Skeletal problems are common, particularly abnormalities such as butterfly vertebrae (Figure 15-13). Other problems associated with Alagille syndrome include renal anomalies (both structural and functional), pancreatic insufficiency, intracranial hemorrhage, and cognitive impairments. Xanthomas are another common physical finding (Figure 15-12).
Patients known or suspected to have Alagille syndrome require a multidisciplinary initial assessment. Early evaluation and follow-up by specialists in gastroenterology and nutrition is critical. In addition, cardiology and ophthalmology evaluations should be performed as early as possible.
Liver biopsy. Diagnosis is based on the histopathologic demonstration of bile duct paucity on liver biopsy specimens in the setting of well-recognized clinical associations as described above.
Chest radiograph. X-rays of the chest are necessary to assess for vertebral anomalies (“butterfly” vertebrae and hemivertebrae).
Ophthalmologic evaluation. Ophthalmologic evaluation detects posterior embryotoxon.
Echocardiogram. Recognized cardiac involvement includes peripheral pulmonary artery stenosis and tetralogy of Fallot.
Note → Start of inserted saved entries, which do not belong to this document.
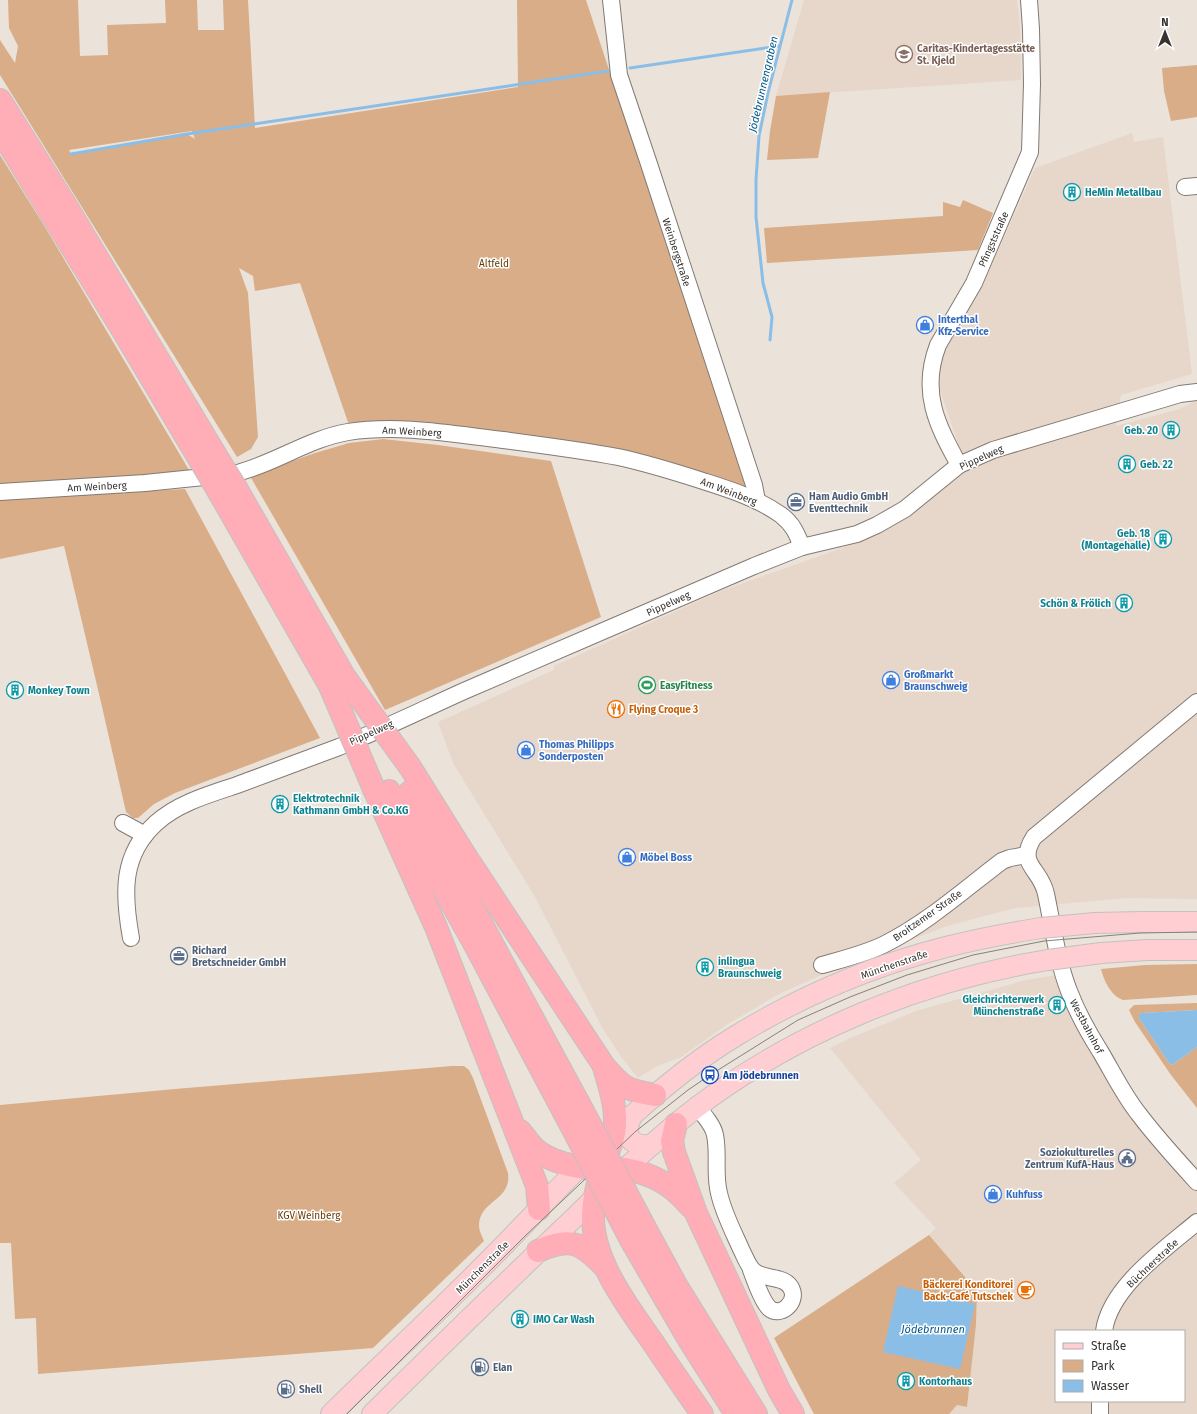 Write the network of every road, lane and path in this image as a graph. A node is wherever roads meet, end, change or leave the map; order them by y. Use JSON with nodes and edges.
{"nodes":[{"id":1,"x":612,"y":0,"type":"edge"},
{"id":2,"x":1029,"y":0,"type":"edge"},
{"id":3,"x":0,"y":100,"type":"edge"},
{"id":4,"x":0,"y":130,"type":"edge"},
{"id":5,"x":1197,"y":392,"type":"edge"},
{"id":6,"x":208,"y":457,"type":"junction"},
{"id":7,"x":960,"y":465,"type":"junction"},
{"id":8,"x":0,"y":492,"type":"edge"},
{"id":9,"x":757,"y":500,"type":"junction"},
{"id":10,"x":802,"y":548,"type":"junction"},
{"id":11,"x":337,"y":681,"type":"junction"},
{"id":12,"x":1197,"y":702,"type":"edge"},
{"id":13,"x":392,"y":777,"type":"junction"},
{"id":14,"x":123,"y":823,"type":"dead end"},
{"id":15,"x":145,"y":835,"type":"junction"},
{"id":16,"x":1027,"y":851,"type":"junction"},
{"id":17,"x":1197,"y":922,"type":"edge"},
{"id":18,"x":132,"y":938,"type":"dead end"},
{"id":19,"x":1197,"y":950,"type":"edge"},
{"id":20,"x":822,"y":966,"type":"dead end"},
{"id":21,"x":604,"y":1066,"type":"junction"},
{"id":22,"x":655,"y":1095,"type":"junction"},
{"id":23,"x":697,"y":1107,"type":"junction"},
{"id":24,"x":631,"y":1117,"type":"junction"},
{"id":25,"x":513,"y":1122,"type":"junction"},
{"id":26,"x":676,"y":1124,"type":"junction"},
{"id":27,"x":614,"y":1132,"type":"junction"},
{"id":28,"x":652,"y":1145,"type":"junction"},
{"id":29,"x":580,"y":1167,"type":"junction"},
{"id":30,"x":602,"y":1169,"type":"junction"},
{"id":31,"x":624,"y":1169,"type":"junction"},
{"id":32,"x":1197,"y":1182,"type":"edge"},
{"id":33,"x":595,"y":1198,"type":"junction"},
{"id":34,"x":539,"y":1209,"type":"junction"},
{"id":35,"x":696,"y":1213,"type":"junction"},
{"id":36,"x":1197,"y":1222,"type":"edge"},
{"id":37,"x":638,"y":1234,"type":"junction"},
{"id":38,"x":538,"y":1251,"type":"junction"},
{"id":39,"x":605,"y":1268,"type":"junction"},
{"id":40,"x":751,"y":1270,"type":"dead end"},
{"id":41,"x":1104,"y":1330,"type":"edge"},
{"id":42,"x":1100,"y":1402,"type":"edge"},
{"id":43,"x":331,"y":1414,"type":"edge"},
{"id":44,"x":372,"y":1414,"type":"edge"},
{"id":45,"x":702,"y":1414,"type":"edge"},
{"id":46,"x":736,"y":1414,"type":"edge"},
{"id":47,"x":756,"y":1414,"type":"edge"},
{"id":48,"x":793,"y":1414,"type":"edge"},
{"id":49,"x":1100,"y":1414,"type":"edge"}],
"edges":[{"from":1,"to":9,"type":"street","name":"Weinbergstraße"},
{"from":2,"to":7,"type":"street","name":"Pfingststraße"},
{"from":3,"to":6,"type":"highway"},
{"from":4,"to":6,"type":"highway"},
{"from":5,"to":7,"type":"street","name":"Pippelweg"},
{"from":6,"to":11,"type":"highway","bridge":true},
{"from":7,"to":10,"type":"street","name":"Pippelweg"},
{"from":8,"to":9,"type":"street","name":"Am Weinberg"},
{"from":9,"to":10,"type":"street","name":"Am Weinberg"},
{"from":10,"to":15,"type":"street","name":"Pippelweg"},
{"from":11,"to":13,"type":"highway","bridge":true},
{"from":11,"to":13,"type":"highway","bridge":true},
{"from":12,"to":16,"type":"street"},
{"from":13,"to":21,"type":"highway"},
{"from":13,"to":25,"type":"highway"},
{"from":13,"to":37,"type":"highway","bridge":true},
{"from":14,"to":15,"type":"street"},
{"from":15,"to":18,"type":"street","name":"Pippelweg"},
{"from":16,"to":20,"type":"street","name":"Broitzemer Straße"},
{"from":16,"to":32,"type":"street","name":"Westbahnhof"},
{"from":17,"to":22,"type":"main road","name":"Münchenstraße","bridge":true},
{"from":19,"to":23,"type":"main road","bridge":true},
{"from":21,"to":22,"type":"highway"},
{"from":21,"to":27,"type":"highway"},
{"from":22,"to":24,"type":"main road","name":"Münchenstraße"},
{"from":23,"to":26,"type":"main road"},
{"from":23,"to":40,"type":"street"},
{"from":24,"to":27,"type":"main road","name":"Münchenstraße"},
{"from":24,"to":28,"type":"main road"},
{"from":25,"to":29,"type":"highway"},
{"from":25,"to":34,"type":"highway"},
{"from":26,"to":28,"type":"main road"},
{"from":26,"to":35,"type":"highway"},
{"from":27,"to":29,"type":"main road","name":"Münchenstraße"},
{"from":27,"to":30,"type":"highway"},
{"from":28,"to":31,"type":"main road"},
{"from":29,"to":30,"type":"highway"},
{"from":29,"to":34,"type":"main road","name":"Münchenstraße"},
{"from":30,"to":31,"type":"highway"},
{"from":30,"to":33,"type":"highway"},
{"from":31,"to":33,"type":"main road"},
{"from":31,"to":35,"type":"highway"},
{"from":33,"to":38,"type":"main road"},
{"from":33,"to":39,"type":"highway"},
{"from":34,"to":43,"type":"main road","name":"Münchenstraße"},
{"from":35,"to":48,"type":"highway"},
{"from":36,"to":41,"type":"street","name":"Büchnerstraße"},
{"from":37,"to":46,"type":"highway"},
{"from":37,"to":47,"type":"highway"},
{"from":38,"to":39,"type":"highway"},
{"from":38,"to":44,"type":"main road"},
{"from":39,"to":45,"type":"highway"},
{"from":42,"to":49,"type":"street"}]}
Genetic consultation. As previously noted, most patients afflicted with Alagille syndrome have a characteristic facial appearance. As such, early evaluation by a geneticist can help guide diagnosis and provide appropriate genetic counseling. In addition, genetic testing is now available for Jagged1 and NOTCH2 mutations. Recent advances in genetic testing have improved diagnosis of the disease and JAG1 mutations have been found in 94% of patients with AGS.
Treatment of Alagille syndrome focuses on the medical management of cholestasis, promotion of growth and development, and treatment of any comorbidities (e.g., congenital heart disease). Children with Alagille syndrome suffer from malabsorption and require supplementation of fat-soluble vitamins and provision of sufficient calories for growth, which may require tube feeding. Infants should receive formulas containing medium chain triglycerides, which are absorbable without bile salts. Medications that may benefit Alagille patients (e.g., by promoting bile flow, reducing pruritus, etc.) include phenobarbital, cholestyramine, ursodeoxycholic acid, and anti-histamines.
Long-term follow-up of patients with Alagille syndrome includes monitoring for the development of cirrhosis, portal hypertension, ascites, and liver failure. Twenty-year life expectancy for patients with Alagille syndrome is about 75% overall, though rates are lower for those who require liver transplantation and those with severe associated abnormalities, such as complex congenital heart disease.